In crossing from one carriage to the next, where the movement was greatest, she stumbled and lost her grip of her crutch, which fell. I saved her from falling, picked up her dainty crutch and placed it under her armpit, for which I was rewarded with a charming smile and her thanks.
We lunched together, and I piloted her back to her compartment. When she had regained her seat she told me that she had first suffered a broken right leg, which had resulted in a serious shortage of the limb, and her foot had become perfectly stiff and straight, with her toes pointing downwards, and even then she could not touch the ground by some inches.
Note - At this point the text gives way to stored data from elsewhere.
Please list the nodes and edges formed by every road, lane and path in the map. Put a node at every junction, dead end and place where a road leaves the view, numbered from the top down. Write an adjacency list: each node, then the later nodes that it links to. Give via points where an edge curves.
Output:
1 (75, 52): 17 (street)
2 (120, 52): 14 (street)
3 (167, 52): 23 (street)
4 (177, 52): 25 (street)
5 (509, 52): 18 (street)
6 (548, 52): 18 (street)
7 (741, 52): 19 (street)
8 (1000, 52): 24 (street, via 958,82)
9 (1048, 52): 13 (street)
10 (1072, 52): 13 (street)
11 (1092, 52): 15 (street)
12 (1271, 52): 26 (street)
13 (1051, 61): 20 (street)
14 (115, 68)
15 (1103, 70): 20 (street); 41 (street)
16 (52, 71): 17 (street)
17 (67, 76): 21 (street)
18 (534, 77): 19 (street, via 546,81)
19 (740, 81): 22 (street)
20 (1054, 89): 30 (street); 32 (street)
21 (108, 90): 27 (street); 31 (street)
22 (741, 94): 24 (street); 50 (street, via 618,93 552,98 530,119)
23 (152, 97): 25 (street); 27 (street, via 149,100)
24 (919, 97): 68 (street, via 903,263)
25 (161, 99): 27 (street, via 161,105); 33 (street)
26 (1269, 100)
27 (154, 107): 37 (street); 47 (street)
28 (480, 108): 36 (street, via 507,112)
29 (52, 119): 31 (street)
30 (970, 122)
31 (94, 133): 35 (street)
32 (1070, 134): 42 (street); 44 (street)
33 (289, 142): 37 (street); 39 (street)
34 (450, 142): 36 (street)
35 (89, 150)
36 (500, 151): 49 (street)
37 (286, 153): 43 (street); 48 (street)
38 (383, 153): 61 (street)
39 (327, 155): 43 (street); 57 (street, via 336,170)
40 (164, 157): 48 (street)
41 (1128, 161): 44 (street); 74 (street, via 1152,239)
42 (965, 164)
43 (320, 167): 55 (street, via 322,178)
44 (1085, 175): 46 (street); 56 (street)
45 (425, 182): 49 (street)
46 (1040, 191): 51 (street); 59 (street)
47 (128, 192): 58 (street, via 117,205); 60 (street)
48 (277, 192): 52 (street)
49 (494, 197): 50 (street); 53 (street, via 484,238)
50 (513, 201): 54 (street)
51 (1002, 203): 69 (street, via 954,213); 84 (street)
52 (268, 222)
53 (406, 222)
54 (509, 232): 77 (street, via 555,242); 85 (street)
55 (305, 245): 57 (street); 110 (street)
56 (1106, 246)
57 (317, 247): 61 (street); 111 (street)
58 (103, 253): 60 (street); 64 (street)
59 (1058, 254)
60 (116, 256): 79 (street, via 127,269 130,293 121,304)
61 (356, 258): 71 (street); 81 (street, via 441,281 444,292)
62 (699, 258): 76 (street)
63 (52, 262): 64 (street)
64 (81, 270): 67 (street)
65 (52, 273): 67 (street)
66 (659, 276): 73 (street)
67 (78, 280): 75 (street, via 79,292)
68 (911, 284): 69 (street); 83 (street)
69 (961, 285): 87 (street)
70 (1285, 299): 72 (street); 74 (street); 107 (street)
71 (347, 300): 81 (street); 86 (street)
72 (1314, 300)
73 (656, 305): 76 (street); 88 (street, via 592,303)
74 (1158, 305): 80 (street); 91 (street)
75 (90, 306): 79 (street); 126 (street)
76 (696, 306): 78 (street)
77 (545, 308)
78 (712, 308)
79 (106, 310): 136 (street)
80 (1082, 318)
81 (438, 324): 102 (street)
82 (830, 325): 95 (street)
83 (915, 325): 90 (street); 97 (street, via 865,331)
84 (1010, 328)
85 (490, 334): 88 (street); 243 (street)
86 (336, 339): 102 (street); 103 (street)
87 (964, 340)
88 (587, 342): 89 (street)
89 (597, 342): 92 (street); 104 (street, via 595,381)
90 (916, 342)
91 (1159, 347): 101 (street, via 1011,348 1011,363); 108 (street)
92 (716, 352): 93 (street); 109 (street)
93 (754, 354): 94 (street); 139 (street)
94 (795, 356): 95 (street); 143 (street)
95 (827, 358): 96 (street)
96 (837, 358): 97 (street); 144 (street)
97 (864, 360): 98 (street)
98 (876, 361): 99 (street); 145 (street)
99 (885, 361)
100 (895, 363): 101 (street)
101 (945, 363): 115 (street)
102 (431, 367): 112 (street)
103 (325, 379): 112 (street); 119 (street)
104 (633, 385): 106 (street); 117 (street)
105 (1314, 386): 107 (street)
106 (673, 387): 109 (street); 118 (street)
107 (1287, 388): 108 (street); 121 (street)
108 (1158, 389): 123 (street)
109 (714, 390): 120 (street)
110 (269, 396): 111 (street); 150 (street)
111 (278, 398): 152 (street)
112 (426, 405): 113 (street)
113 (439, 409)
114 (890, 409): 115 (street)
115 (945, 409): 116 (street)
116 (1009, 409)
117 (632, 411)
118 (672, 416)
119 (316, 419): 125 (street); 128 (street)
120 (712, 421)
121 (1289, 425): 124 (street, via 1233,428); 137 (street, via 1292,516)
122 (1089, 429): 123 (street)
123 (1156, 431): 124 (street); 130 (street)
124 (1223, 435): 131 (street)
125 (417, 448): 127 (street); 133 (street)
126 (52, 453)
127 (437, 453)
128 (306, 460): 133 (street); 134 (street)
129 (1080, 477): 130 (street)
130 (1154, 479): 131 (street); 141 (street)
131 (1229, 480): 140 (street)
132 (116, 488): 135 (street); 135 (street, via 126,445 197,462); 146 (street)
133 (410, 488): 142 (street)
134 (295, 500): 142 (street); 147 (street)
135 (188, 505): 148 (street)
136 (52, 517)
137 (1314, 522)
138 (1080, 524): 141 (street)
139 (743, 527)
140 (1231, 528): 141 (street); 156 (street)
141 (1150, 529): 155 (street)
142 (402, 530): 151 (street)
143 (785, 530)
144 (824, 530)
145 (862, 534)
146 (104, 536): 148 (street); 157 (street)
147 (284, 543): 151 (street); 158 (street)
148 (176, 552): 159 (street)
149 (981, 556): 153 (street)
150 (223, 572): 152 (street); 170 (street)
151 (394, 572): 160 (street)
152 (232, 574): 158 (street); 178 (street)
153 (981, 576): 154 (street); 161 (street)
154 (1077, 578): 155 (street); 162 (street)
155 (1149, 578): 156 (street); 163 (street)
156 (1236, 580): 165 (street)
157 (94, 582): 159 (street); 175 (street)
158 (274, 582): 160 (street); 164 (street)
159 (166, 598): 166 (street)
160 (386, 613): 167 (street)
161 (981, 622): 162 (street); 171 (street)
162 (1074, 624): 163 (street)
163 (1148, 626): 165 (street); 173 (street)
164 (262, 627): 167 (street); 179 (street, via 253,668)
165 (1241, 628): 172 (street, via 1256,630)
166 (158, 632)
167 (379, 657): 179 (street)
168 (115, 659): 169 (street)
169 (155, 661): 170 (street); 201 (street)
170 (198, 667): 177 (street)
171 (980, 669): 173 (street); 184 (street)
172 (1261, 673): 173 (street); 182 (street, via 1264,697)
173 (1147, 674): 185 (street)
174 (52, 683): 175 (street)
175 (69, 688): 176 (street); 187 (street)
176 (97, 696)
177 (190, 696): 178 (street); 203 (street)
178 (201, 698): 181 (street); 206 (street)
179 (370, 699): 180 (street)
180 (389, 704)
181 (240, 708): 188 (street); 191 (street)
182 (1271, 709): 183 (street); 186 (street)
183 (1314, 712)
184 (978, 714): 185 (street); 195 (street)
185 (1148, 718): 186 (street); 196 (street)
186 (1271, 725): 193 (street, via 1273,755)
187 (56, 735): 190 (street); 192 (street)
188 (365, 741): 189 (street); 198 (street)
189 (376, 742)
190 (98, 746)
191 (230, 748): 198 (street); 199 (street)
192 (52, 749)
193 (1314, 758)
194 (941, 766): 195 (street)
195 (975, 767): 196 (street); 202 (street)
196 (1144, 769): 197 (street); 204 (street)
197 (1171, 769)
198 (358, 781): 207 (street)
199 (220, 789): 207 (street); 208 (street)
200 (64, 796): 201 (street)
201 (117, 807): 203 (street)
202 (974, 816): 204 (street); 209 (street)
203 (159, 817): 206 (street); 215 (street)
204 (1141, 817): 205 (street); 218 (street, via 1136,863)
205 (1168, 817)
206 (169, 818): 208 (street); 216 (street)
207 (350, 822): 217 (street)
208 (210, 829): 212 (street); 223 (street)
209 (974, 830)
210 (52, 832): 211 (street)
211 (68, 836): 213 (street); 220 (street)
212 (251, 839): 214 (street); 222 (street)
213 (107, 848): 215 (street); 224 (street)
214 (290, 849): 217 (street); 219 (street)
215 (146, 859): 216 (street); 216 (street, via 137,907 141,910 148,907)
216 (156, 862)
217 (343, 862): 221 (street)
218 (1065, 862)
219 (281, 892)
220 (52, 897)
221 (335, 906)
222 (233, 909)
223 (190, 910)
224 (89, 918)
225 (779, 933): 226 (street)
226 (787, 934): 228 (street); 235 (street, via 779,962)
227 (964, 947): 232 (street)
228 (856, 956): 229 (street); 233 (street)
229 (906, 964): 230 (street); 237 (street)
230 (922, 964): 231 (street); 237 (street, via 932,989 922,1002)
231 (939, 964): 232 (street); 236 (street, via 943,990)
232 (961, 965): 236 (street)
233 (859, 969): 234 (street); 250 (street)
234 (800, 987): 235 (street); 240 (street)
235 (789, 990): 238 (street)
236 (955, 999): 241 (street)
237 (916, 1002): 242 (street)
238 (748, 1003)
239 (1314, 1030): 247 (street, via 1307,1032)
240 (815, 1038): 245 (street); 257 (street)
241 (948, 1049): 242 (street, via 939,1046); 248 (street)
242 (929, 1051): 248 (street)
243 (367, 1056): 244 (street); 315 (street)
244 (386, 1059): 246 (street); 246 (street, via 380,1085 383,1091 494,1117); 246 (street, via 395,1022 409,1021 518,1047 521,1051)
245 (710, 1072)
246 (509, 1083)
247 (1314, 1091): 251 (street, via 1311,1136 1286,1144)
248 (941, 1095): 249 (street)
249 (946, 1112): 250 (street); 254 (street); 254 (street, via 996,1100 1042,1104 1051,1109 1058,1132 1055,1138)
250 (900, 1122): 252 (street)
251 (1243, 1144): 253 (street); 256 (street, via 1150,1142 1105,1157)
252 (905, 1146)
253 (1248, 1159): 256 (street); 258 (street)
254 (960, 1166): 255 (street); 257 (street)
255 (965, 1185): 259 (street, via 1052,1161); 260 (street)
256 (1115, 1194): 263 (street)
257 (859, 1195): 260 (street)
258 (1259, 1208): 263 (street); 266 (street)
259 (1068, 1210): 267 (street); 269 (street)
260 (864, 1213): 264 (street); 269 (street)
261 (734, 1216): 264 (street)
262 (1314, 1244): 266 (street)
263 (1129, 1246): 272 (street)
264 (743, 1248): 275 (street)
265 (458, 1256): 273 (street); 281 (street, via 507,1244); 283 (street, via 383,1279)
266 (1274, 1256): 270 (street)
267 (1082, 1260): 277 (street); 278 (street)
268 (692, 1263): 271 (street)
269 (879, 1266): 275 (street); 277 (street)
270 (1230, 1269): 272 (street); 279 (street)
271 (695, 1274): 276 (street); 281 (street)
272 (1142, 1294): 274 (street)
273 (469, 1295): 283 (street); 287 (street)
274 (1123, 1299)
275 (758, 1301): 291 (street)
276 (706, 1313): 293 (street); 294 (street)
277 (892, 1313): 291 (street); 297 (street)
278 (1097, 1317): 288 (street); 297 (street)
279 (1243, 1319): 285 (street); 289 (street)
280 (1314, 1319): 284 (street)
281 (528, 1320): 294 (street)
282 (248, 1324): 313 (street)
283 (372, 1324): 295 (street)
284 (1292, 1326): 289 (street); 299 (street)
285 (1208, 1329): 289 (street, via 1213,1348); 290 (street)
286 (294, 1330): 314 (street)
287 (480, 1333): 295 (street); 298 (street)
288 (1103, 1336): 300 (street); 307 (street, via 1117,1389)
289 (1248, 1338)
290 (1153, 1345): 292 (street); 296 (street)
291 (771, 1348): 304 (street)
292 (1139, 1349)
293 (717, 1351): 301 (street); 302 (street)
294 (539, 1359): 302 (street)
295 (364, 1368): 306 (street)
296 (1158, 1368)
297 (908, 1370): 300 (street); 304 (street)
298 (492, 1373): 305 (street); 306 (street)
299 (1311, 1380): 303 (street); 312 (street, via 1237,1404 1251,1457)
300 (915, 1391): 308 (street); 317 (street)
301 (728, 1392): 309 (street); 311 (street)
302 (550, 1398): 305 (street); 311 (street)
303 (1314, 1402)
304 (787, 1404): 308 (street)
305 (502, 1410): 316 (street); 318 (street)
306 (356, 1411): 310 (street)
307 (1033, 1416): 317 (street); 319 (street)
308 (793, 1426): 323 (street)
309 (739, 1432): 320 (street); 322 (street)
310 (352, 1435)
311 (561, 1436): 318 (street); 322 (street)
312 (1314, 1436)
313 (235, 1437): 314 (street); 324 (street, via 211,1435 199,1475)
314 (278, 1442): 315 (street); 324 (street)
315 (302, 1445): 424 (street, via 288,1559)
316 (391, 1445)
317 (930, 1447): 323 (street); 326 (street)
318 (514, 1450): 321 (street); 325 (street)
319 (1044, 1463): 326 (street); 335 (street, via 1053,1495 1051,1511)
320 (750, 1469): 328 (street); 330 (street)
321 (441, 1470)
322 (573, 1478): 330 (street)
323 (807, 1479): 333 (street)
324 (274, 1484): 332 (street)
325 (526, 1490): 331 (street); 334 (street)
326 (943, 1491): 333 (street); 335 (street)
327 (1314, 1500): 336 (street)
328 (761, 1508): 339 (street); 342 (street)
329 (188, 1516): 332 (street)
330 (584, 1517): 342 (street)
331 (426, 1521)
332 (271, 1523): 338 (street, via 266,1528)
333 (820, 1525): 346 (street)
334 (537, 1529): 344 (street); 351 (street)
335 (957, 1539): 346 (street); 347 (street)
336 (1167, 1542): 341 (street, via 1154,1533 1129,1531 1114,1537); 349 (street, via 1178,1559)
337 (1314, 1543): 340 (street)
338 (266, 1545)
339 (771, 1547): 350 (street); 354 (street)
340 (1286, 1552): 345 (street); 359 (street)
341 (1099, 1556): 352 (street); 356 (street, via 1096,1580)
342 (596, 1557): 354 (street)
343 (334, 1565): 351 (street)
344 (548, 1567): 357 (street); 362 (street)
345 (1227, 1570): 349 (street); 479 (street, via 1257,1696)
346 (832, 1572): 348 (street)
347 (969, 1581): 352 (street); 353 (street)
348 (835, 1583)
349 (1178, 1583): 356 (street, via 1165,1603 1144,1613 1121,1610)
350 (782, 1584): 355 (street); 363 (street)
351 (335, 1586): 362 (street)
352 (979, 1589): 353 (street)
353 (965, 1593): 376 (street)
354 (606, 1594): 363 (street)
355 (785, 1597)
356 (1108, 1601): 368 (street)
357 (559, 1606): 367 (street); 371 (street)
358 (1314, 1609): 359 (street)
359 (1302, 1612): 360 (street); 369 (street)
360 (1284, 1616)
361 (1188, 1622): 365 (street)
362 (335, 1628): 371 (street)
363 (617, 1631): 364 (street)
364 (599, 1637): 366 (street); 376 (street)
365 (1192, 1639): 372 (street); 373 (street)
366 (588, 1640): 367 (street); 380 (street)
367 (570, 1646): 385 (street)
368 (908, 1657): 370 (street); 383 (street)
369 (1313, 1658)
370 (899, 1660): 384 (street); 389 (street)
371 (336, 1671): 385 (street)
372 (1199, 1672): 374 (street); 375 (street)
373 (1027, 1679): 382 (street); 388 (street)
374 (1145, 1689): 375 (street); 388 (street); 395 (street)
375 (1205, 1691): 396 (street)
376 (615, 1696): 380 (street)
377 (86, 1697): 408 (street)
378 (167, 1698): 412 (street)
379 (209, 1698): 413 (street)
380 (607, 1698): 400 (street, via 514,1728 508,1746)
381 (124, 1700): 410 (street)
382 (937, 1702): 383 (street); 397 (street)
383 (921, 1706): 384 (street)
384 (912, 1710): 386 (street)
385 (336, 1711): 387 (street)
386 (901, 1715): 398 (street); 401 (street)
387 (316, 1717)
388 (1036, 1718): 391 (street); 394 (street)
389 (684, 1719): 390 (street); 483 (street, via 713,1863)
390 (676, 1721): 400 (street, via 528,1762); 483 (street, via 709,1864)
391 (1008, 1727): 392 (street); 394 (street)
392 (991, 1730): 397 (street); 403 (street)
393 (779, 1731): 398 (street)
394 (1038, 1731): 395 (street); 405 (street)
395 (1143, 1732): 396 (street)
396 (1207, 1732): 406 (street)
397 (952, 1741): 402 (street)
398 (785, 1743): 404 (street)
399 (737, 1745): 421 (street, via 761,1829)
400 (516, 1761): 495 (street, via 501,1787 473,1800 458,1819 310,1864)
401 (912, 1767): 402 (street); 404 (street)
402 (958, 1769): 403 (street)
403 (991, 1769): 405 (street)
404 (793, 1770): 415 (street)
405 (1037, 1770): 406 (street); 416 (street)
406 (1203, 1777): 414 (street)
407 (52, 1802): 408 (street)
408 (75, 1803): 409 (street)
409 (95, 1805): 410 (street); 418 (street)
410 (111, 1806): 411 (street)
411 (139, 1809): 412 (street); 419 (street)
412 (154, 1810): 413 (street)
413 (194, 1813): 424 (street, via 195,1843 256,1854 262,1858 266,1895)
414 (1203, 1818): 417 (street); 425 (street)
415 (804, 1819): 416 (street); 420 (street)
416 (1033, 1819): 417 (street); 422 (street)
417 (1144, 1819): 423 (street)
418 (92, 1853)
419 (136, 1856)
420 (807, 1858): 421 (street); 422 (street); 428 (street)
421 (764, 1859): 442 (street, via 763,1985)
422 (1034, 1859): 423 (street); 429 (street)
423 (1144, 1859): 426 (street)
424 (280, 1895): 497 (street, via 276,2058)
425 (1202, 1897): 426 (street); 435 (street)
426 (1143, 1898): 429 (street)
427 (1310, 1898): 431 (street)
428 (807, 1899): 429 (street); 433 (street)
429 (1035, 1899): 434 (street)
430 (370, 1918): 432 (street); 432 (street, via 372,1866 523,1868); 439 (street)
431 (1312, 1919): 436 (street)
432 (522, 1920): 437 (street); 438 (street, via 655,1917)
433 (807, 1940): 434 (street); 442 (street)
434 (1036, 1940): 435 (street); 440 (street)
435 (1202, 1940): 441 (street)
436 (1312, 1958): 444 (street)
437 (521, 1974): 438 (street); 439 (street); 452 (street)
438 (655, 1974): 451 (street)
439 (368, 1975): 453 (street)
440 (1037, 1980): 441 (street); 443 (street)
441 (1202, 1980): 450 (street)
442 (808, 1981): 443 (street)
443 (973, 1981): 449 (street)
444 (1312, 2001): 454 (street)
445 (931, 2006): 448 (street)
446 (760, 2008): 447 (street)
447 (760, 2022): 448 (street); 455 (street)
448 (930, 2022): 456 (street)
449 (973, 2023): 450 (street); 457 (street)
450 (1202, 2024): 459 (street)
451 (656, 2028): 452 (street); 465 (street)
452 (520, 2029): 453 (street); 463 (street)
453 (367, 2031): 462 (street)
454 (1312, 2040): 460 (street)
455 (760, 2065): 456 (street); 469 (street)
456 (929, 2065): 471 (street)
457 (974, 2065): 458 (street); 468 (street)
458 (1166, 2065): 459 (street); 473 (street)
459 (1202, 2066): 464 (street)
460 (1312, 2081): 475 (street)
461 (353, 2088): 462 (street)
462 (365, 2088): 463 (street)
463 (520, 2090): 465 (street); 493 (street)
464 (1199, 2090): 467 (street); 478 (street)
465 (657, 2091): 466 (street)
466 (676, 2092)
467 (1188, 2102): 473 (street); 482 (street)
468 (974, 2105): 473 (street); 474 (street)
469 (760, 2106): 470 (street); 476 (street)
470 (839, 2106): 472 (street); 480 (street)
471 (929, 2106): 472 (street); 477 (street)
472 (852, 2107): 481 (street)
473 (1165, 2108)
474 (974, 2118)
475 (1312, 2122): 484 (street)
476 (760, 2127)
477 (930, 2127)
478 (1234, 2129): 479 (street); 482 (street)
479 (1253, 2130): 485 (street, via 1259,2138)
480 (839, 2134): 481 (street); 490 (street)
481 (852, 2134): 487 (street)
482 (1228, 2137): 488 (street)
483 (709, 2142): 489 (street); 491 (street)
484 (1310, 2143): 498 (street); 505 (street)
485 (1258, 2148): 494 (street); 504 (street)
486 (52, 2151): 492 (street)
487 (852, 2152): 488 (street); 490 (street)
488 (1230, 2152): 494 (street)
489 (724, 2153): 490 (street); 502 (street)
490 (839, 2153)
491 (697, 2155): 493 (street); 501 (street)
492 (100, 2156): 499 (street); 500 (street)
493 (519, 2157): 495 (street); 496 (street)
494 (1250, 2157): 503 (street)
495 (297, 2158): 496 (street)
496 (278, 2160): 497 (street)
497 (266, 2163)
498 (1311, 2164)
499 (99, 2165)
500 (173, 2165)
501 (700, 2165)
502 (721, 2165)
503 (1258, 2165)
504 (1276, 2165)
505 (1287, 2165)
She was thus obliged to use crutches.
Some time later she met with a motor accident, and this same leg was smashed up at the knee, and she then had to have a high amputation of the leg, which had been no use except as an ornament.
She had in the past been very proud of her legs as they were beautifully shaped. As some compensation for the loss of one of these, she and her friends had admired so much, she resolved to make the most of her remaining one by always clothing her left leg in a silken stocking and wearing the highest of high heel on her single foot, thereby trying to forget her sadly crippled state.
She had absolutely refused to wear an artificial leg, and had become very happy on her slender black crutches, and never grumbled that she was a crippled one-legged girl, as she knew that her appearance was unharmed by the use of them; and so must certainly thought.
Yours truly,
A Mere Male.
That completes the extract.